After talking about textbooks, commenter Kevin posed the question: which would cost more, printing out a free book or reusing a purchased textbook. Great question. How about some quick estimation (some of this stuff I have no clue about). First, how much do high school textbooks cost? Probably the most popular is Glencoe Physics: Principles and Problems. Amazon lists this for $95.55 (which I will call "about a hundred dollars"). How much do schools pay for this? I have no clue. I imagine if a whole state adopts it, they can get some deal. Maybe they could get it for $50 a copy.

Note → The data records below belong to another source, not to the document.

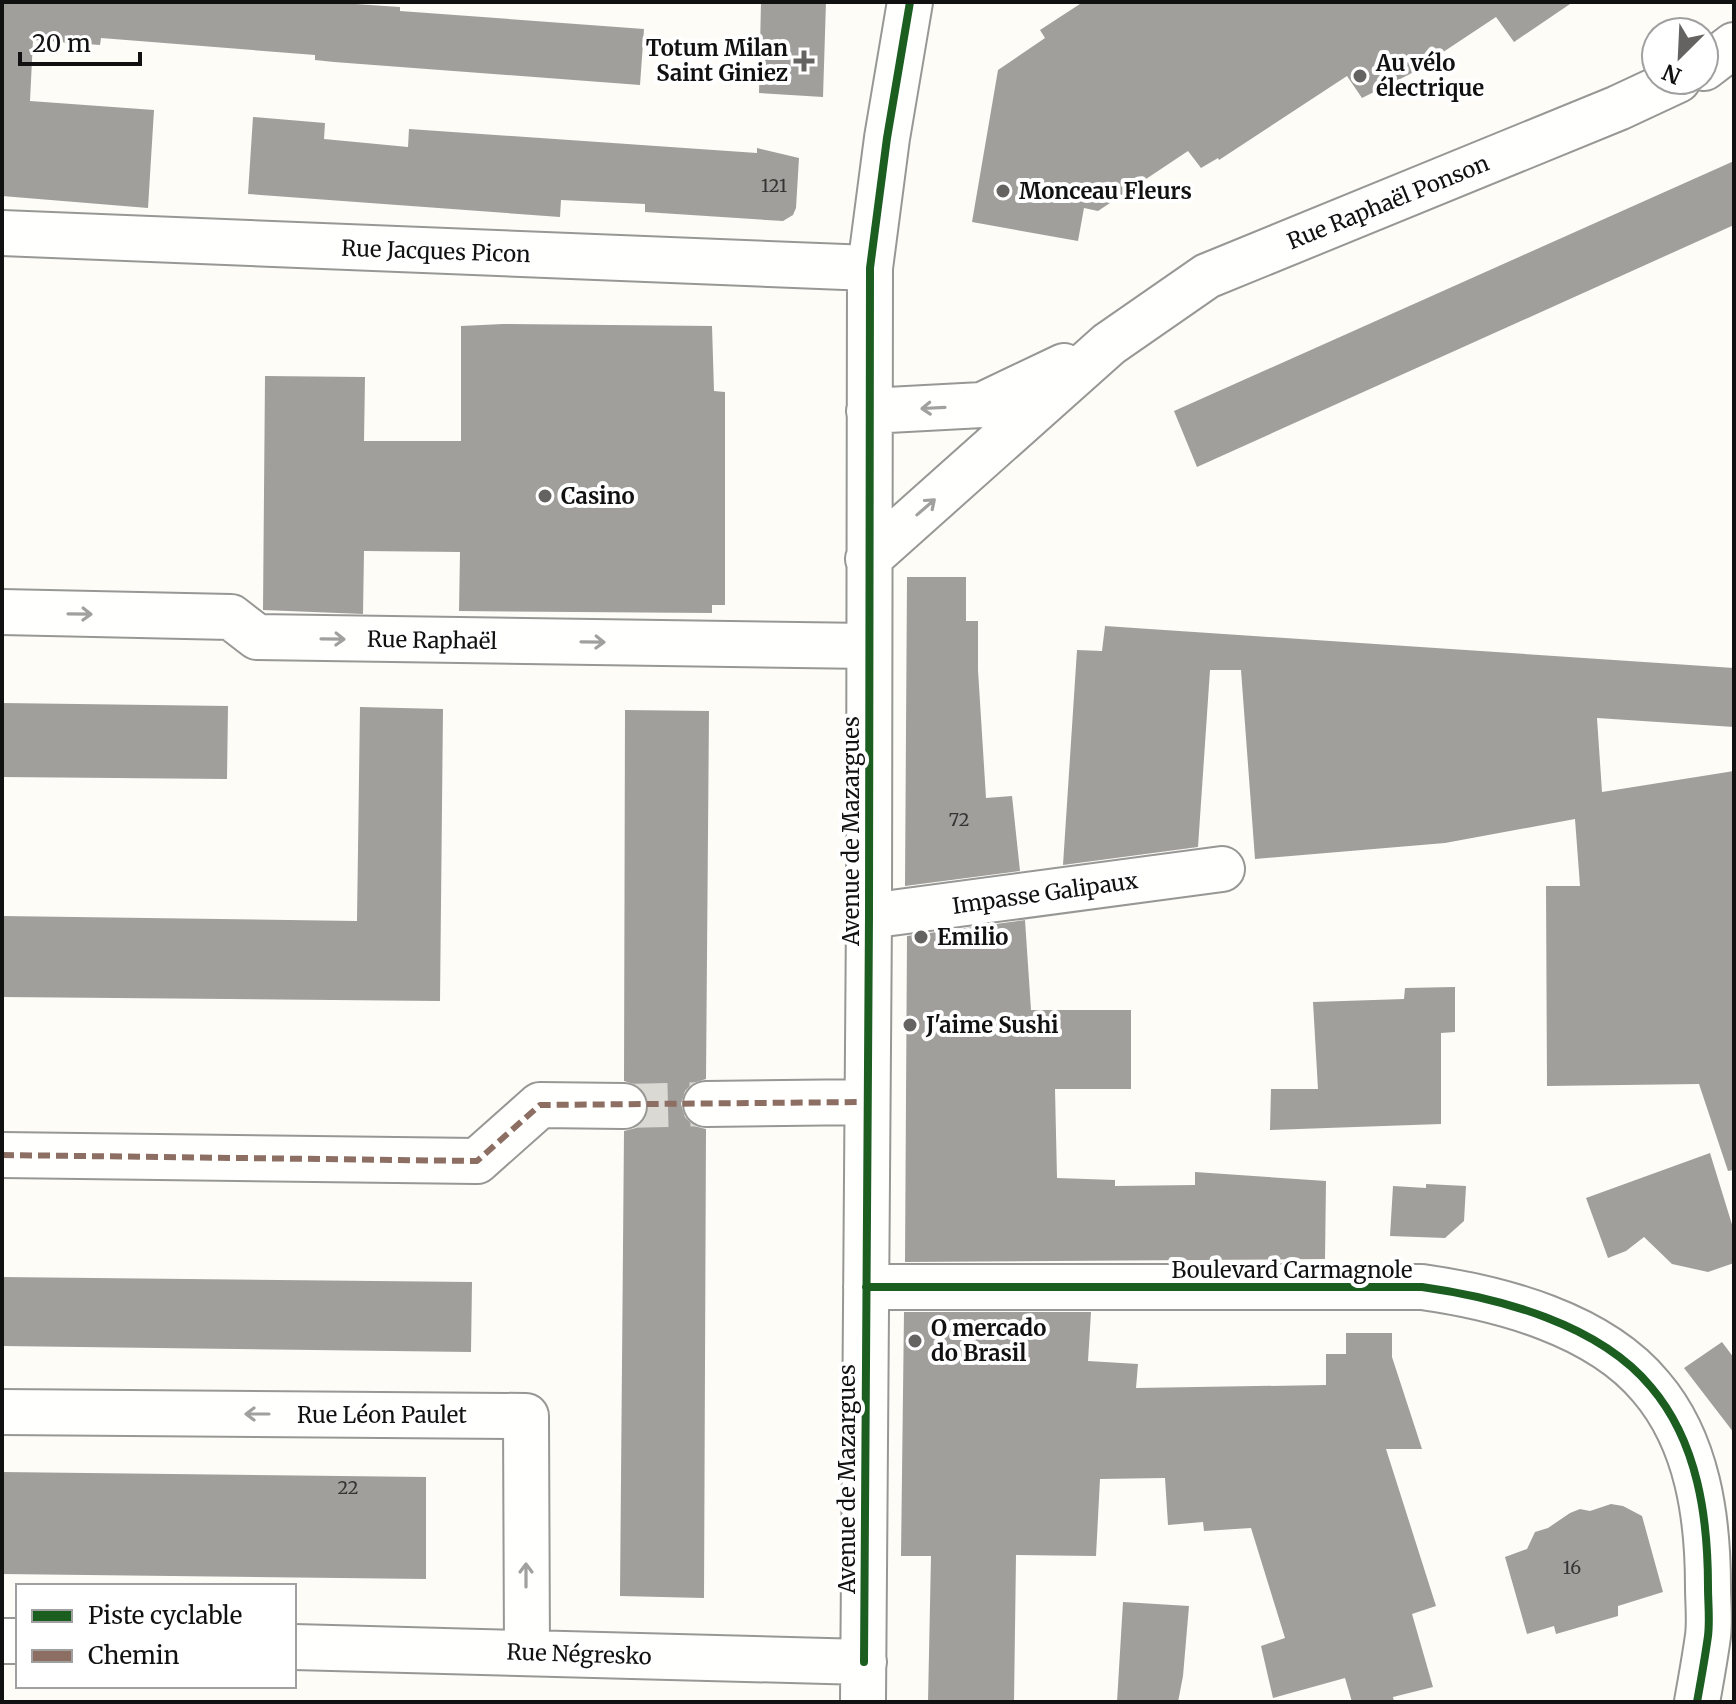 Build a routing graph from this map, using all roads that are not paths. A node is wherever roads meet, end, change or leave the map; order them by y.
1 (910, 2) edge
2 (1643, 96) edge
3 (2, 233) edge
4 (870, 268) junction
5 (869, 411) junction
6 (992, 422) junction
7 (868, 559) junction
8 (2, 612) edge
9 (868, 646) junction
10 (1222, 869) dead end
11 (869, 916) junction
12 (867, 1102) junction
13 (706, 1104) tunnel mouth
14 (624, 1106) tunnel mouth
15 (2, 1155) edge
16 (866, 1287) junction
17 (2, 1412) edge
18 (296, 1647) edge
19 (527, 1653) junction
20 (863, 1682) edge
21 (1697, 1702) edge

1 - 4 street, Avenue de Mazargues
2 - 6 street, Rue Raphaël Ponson
3 - 4 street, Rue Jacques Picon
4 - 5 street, Avenue de Mazargues
6 -> 5 street
5 - 7 street, Avenue de Mazargues
7 -> 6 street, Rue Raphaël Ponson
7 - 9 street, Avenue de Mazargues
8 -> 9 street, Rue Raphaël
9 - 11 street, Avenue de Mazargues
10 - 11 street, Impasse Galipaux
11 - 12 street, Avenue de Mazargues
12 - 13 street
12 - 16 street, Avenue de Mazargues
14 - 15 street
16 - 20 street, Avenue de Mazargues
16 - 21 street, Boulevard Carmagnole
19 -> 17 street, Rue Léon Paulet
18 - 19 street, Rue Négresko
19 - 20 street, Rue Négresko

How long does a school use a text before having to replace it? Again, I am just going to guess. 5 years? Is that reasonable? This would make the book cost $10 a year per student.
What about a free book? CK-12 has the flexbook. This allows users to freely combine different free material to make their own custom textbook. They don't print it out for you. However, I was talking to some physics teacher at the AAPT meeting (I don't know his name and he didn't have a name tag). He said that if he puts in an order at Kinkos, he can get his book for about $10 a piece. That would put it at the same price per year per student as the purchased book. Even if they cost the same, I would tend towards the book that:
- Contains what you want and the content you (the teacher) choose.
- The student gets to keep.
This teacher guy also said that some other private schools just give the student the electronic file and they can do with it as they choose. So, I am not sure if I answered the question very well. My best answer seems to be "at the worst, the same price".
At our school, I think we pay about $100/book. It varies by book and subject. We try to keep them in use a reasonable time...6 to 10 years, maybe?